To the extent claimants move pursuant to CPLR 3024 (b) to strike the alleged damages as scandalous or prejudicial, such relief is inappropriate under the circumstances at bar (see generally Soumayah v Minnelli, 41 AD3d 390 [2007]; Wegman v Dairylea Coop., 50 AD2d 108 [1975]). Based on the foregoing, claimants' motion is denied.

June 15, 2010

Saratoga Springs, New York

FRANCIS T. COLLINS

Judge of the Court of Claims

The Court considered the following papers:

  1. Notice of motion dated February 18, 2010;
  2. Affirmation of Salvatore A. Romanello sworn to February 16, 2010 with exhibits;
  3. Memorandum of law of James W. Quinn, Steven Alan Reiss, Salvatore A. Romanello, Jared R. Friedman and Andrew C. Rose dated February 18, 2010;
  4. Affidavit of C. Michael Reger sworn to April 2, 2010 with exhibits;
  5. Memorandum of Law of C. Michael Reger dated April 5, 2010;
  6. Affidavit of Hanford C. Thomas sworn to April 2, 2010 with exhibits;
  7. Affirmation of Salvatore A. Romanello sworn to April 16, 2010 with exhibits;
  8. Memorandum of law of James W. Quinn, Steven Alan Reiss, Salvatore A. Romanello, Jared R. Friedman and Andrew C. Rose dated April 20, 2010;
  9. Affidavit of C. Michael Reger sworn to April 28, 2010 with exhibit;
  10. Letter memorandum of C. Michael Reger dated April 28, 2010 with attachment.

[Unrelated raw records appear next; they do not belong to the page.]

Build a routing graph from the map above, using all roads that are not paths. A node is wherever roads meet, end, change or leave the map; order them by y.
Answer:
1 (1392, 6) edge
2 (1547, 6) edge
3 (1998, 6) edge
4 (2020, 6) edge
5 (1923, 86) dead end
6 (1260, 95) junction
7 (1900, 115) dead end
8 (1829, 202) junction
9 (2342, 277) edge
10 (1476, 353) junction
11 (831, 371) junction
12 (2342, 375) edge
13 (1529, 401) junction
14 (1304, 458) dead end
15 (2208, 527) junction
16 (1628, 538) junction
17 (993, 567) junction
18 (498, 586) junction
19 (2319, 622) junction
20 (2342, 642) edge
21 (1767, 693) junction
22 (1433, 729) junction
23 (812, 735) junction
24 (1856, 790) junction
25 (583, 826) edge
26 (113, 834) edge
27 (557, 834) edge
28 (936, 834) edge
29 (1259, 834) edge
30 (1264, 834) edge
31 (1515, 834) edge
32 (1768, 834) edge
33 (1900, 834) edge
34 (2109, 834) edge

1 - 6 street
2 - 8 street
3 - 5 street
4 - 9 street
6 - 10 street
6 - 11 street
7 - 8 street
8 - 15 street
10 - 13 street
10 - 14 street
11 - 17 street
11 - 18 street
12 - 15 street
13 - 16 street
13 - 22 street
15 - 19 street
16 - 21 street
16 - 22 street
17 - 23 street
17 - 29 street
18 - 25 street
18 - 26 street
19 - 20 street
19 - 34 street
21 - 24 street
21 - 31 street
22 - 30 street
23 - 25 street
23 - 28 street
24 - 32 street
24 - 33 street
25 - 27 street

1. The RFP was expressly incorporated into the Master Agreement (claimant's Exhibit I, Master Agreement, p. 4, Art. 2.01).

2. While affidavits may not be considered in support of a motion to dismiss a claim pursuant to CPLR 3211 (a) (7), they may be considered "to preserve inartfully pleaded, but potentially meritorious, claims" (Rovello v Orofino Realty Co., 40 NY2d 633, 635 [1976]; Nonnon v City of New York, 9 NY3d 825 [2007]).